* **Work item**: Run through the records and show each line that includes the string "République".

Stored data entries:
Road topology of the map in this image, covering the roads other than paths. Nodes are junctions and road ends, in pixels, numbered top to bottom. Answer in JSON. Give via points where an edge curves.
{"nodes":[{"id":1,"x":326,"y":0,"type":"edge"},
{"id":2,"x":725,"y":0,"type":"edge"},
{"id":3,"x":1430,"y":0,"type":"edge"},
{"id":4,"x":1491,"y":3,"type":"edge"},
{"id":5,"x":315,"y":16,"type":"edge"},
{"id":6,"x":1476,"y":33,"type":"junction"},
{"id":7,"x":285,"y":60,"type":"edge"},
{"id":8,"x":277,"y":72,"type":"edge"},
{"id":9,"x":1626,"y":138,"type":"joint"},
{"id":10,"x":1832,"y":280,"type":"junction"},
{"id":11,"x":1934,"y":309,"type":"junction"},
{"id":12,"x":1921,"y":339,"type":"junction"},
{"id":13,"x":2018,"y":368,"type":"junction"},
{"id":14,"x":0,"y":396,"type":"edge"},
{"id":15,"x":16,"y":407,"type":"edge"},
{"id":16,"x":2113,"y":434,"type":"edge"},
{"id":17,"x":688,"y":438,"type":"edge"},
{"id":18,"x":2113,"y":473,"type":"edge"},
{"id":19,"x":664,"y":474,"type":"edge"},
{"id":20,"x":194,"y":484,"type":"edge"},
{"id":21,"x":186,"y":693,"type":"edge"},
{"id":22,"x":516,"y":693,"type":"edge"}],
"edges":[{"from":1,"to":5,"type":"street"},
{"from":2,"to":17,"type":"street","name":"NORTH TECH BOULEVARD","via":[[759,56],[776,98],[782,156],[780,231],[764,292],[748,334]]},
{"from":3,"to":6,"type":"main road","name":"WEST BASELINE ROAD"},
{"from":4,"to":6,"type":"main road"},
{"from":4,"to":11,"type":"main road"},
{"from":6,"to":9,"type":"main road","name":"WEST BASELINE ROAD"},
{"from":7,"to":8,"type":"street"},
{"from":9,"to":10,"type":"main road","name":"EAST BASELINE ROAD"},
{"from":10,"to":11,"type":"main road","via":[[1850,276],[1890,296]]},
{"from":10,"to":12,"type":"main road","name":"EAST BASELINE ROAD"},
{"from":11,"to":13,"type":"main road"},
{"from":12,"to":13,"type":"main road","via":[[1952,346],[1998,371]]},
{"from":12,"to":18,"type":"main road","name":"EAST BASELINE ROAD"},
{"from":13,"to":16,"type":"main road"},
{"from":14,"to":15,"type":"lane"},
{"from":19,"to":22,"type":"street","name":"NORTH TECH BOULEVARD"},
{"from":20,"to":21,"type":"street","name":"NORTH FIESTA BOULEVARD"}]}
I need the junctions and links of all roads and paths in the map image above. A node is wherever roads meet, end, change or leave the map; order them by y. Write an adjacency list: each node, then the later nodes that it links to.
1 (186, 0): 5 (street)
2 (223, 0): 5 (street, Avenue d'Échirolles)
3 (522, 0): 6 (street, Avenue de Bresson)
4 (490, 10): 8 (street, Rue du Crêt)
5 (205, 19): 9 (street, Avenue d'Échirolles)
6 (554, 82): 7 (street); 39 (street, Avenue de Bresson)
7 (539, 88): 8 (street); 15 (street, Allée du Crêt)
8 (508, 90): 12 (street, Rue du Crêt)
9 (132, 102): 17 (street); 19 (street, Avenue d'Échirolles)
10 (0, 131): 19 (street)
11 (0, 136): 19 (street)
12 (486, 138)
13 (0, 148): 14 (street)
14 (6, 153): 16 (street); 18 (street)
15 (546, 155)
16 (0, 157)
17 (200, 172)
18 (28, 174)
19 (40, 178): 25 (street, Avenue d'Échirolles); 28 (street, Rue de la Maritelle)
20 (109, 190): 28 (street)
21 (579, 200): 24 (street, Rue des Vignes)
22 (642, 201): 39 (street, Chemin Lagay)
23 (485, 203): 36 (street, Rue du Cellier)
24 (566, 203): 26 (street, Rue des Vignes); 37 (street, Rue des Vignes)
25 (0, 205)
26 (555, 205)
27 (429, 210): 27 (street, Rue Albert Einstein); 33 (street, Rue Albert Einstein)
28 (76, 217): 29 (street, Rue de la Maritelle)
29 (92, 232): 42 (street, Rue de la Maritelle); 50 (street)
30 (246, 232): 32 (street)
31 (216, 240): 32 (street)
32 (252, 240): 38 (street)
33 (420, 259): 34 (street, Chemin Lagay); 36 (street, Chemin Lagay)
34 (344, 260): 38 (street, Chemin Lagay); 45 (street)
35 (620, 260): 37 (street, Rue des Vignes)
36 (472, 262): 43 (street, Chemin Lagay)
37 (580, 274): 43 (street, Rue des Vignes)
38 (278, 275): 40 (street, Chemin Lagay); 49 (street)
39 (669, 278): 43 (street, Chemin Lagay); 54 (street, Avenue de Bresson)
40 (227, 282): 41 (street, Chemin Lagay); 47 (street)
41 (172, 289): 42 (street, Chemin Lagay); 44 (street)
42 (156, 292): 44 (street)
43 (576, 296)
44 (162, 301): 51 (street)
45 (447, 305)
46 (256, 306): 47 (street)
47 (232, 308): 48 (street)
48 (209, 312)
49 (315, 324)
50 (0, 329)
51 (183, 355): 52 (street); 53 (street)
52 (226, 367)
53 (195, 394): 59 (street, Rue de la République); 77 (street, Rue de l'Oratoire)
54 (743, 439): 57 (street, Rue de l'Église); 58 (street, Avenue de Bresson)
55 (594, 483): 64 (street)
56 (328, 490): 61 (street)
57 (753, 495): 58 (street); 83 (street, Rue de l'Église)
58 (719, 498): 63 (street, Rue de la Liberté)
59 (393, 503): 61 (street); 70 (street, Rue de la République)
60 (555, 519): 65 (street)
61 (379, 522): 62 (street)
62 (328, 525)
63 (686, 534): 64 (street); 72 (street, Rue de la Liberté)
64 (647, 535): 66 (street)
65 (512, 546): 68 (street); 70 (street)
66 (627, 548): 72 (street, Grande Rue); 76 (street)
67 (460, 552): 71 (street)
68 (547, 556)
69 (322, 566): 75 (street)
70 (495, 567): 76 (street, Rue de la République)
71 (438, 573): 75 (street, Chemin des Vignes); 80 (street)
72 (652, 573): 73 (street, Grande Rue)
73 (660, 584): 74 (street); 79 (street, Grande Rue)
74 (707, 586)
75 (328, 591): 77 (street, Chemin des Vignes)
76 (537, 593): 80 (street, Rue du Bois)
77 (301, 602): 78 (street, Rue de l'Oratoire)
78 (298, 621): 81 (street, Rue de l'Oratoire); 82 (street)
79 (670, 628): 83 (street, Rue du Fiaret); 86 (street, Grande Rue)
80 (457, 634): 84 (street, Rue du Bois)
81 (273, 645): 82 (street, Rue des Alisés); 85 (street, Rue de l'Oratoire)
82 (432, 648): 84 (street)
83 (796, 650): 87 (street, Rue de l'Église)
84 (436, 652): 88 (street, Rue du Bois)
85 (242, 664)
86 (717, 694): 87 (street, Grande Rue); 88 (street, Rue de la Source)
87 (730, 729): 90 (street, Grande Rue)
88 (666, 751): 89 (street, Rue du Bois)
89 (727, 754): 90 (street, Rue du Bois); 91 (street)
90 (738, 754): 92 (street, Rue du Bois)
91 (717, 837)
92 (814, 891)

* **Result**:
53 (195, 394): 59 (street, Rue de la République); 77 (street, Rue de l'Oratoire)
59 (393, 503): 61 (street); 70 (street, Rue de la République)
70 (495, 567): 76 (street, Rue de la République)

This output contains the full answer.